I like the idea that there is no great dwarven kingdom any more. Perhaps there are a handful of strong enclaves left in the mountains, giving rise to the mountain dwarves, but they are few and far between, and I can imagine them being distrustful and xenophobic. I think hill dwarves will be the more outgoing dwarves who mingle more freely with the other races.
Children of the Wood
One thing I find fascinating about the description of the elves is the lack of description of any great elven kingdoms of old. This immediately makes me want to say that such kingdoms have never existed. Perhaps elves have always been secretive about their homelands, hiding them in the deepest woods, on pristine islands, and in starlit glades.
The two basic flavors of elf in Next are high elves and wood elves, corresponding roughly to Eladrin and Elves from 4E. I would like these two races to feel very different from one another, and one thing that strikes me is that elves can range from less than five feet in height to more than six feet. One way to suggest the differences is to have the high elves be the taller folk, and the wood elves the smaller. Maybe the wood elves are wilder and more passionate, and the high elves are a bit more aloof and detached. The wood elves might consider the high elves a bit pompous, while the high elves might consider the wood elves somewhat unrefined.
I find myself wondering what role elves have played in my world’s history. I’m thinking they have always been a little outside, acting as hidden guardians, occasionally stepping in to help those in need, then melting away. They would be quick to make friends, but they would be slow to fully trust others, because the forces of Chaos would love to find the hidden enclaves of the elves. The elven kingdoms would have their own lords and no central government, but they would always aid each other in times of need.
But Will They Wear Shoes?
There have been some very different views of halflings over the various editions of D&D, and D&D Next seems to imply there’s room for all of these views. Some halflings, we read, are stay-at-home hobbit types. Others are the gypsy-like freebooters of 3E and 4E. The description even suggests that some form cultures around caravans or on waterways, so they really are trying to make a home for all of these variations.
Halflings have never had a great kingdom, we can assume. They have survived the centuries by finding niches in and around other civilizations, or else remaining overlooked. They tend to venerate family over community, and this is largely how I’ve portrayed them in my 4E campaign, so this will be comfortable territory. One thing that’s new is calling out the idea that they’ve developed symbiotic relationships with other races. I can see humans and halflings having a very close relationship. Perhaps halflings have largely offered their services as farmers and craftsmen to the more ambitious humans. This quickly suggests that most human towns might have a halfling district. If I were the halflings, I would want to be right in the middle to get as much protection from those tall humans as possible.
The idea of the halflings being tied to travel suggests the idea of a halfling information network. If you want to pass information to as many people as possible in as short a time as possible, tell a halfling to spread the word.

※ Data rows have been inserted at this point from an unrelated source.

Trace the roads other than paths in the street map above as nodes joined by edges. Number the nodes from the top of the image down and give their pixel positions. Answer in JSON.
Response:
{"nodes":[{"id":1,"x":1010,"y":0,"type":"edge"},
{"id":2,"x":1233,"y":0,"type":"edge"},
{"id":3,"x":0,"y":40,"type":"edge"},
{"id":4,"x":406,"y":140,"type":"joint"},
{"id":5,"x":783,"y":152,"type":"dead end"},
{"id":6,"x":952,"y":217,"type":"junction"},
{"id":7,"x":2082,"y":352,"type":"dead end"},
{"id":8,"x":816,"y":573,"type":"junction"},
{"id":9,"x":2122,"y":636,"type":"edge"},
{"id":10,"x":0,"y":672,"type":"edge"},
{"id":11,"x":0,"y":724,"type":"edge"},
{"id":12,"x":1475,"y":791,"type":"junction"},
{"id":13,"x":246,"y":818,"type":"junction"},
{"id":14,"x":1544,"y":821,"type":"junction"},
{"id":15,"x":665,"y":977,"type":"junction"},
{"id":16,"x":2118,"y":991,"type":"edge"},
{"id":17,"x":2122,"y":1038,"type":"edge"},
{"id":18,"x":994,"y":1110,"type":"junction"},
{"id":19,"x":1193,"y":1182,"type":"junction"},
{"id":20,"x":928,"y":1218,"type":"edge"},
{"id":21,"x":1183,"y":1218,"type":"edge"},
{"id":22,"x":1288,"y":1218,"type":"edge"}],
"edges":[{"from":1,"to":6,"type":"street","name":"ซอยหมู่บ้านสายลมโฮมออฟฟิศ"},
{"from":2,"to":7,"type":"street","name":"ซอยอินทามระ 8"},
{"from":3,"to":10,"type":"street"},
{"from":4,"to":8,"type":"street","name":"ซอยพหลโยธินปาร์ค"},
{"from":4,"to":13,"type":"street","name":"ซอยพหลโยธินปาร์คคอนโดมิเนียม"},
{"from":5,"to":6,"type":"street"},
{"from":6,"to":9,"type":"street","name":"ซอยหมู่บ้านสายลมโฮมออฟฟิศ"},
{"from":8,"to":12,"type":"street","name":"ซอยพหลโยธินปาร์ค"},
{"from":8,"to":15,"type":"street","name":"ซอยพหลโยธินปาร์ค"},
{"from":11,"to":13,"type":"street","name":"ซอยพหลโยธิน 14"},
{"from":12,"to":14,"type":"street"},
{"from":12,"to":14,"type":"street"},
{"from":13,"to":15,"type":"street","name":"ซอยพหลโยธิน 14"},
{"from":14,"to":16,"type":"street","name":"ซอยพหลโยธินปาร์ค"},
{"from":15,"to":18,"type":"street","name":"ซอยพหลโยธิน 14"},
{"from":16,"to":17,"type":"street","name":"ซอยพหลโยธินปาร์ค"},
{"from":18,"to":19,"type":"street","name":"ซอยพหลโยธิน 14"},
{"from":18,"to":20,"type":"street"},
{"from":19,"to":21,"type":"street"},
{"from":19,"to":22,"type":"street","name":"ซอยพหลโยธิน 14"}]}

The word will spread by caravan, boat, and sheer gossip across the realm. I like this idea a lot, and it gives an immediate reason for those who are evil and those who are hiding secrets to dislike halflings.
Goodness! Only four races in, and we’ve come to the end of an article. Assuming that you have access to the D&D Next playtest package, I’m sure you can see where these ideas have evolved from. Of course, my previous games and the stories I’ve read will have some influence as well, and I’d be hard-pressed to divorce my love of Tolkien from what I’m coming up with.